**YOUR TASK:**
Without the pictures, set down every record below exactly as it reads.

Segment Start: SUPPLIED MATERIAL

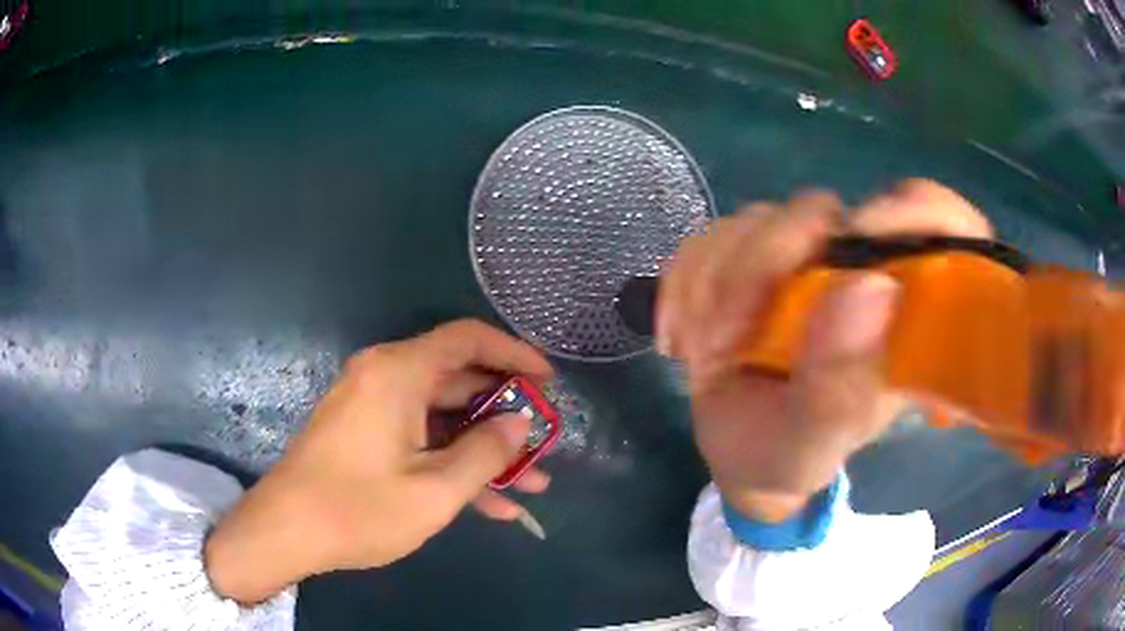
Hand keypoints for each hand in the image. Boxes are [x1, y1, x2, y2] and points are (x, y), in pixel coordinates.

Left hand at [204, 320, 554, 602]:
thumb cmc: (357, 509)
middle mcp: (384, 377)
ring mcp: (372, 407)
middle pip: (458, 380)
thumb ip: (485, 453)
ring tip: (530, 483)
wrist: (285, 532)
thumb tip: (519, 424)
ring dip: (484, 449)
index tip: (548, 382)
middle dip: (505, 415)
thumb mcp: (434, 491)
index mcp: (398, 373)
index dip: (514, 354)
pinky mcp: (365, 433)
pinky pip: (419, 437)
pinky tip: (490, 503)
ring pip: (442, 417)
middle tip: (543, 444)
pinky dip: (452, 462)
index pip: (468, 338)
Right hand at [658, 179, 991, 520]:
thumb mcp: (813, 445)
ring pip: (757, 220)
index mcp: (903, 314)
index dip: (919, 210)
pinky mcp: (755, 254)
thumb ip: (841, 386)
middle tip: (726, 336)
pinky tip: (684, 335)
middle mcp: (859, 270)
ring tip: (704, 352)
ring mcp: (805, 256)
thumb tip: (869, 287)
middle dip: (762, 264)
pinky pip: (712, 237)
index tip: (868, 231)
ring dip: (715, 284)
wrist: (741, 455)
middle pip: (821, 212)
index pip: (942, 226)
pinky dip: (686, 283)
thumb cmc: (789, 456)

Segment End: SUPPLIED MATERIAL

**PROBLEM SOLUTION:**
Hand keypoints for each hand in the image. Boxes are [x1, y1, x2, y2] and points are (x, y), in pixel coordinates.

Left hand at [204, 320, 554, 602]:
thumb cmc: (357, 509)
middle mcp: (384, 377)
ring mcp: (372, 407)
middle pip: (458, 380)
thumb ip: (485, 453)
ring tip: (530, 483)
wrist: (285, 532)
thumb tip: (519, 424)
ring dip: (484, 449)
index tip: (548, 382)
middle dip: (505, 415)
thumb mcp: (434, 491)
index mcp: (398, 373)
index dip: (514, 354)
pinky mcp: (365, 433)
pinky pip: (419, 437)
pinky tip: (490, 503)
ring pip: (442, 417)
middle tip: (543, 444)
pinky dip: (452, 462)
index pip: (468, 338)
Right hand at [658, 179, 991, 520]:
thumb mcp: (813, 445)
ring pip: (757, 220)
index mcp: (903, 314)
index dip: (919, 210)
pinky mcp: (755, 254)
thumb ip: (841, 386)
middle tip: (726, 336)
pinky tip: (684, 335)
middle mcp: (859, 270)
ring tip: (704, 352)
ring mcp: (805, 256)
thumb tip: (869, 287)
middle dip: (762, 264)
pinky pip: (712, 237)
index tip: (868, 231)
ring dip: (715, 284)
wrist: (741, 455)
middle pip: (821, 212)
index pip: (942, 226)
pinky dip: (686, 283)
thumb cmc: (789, 456)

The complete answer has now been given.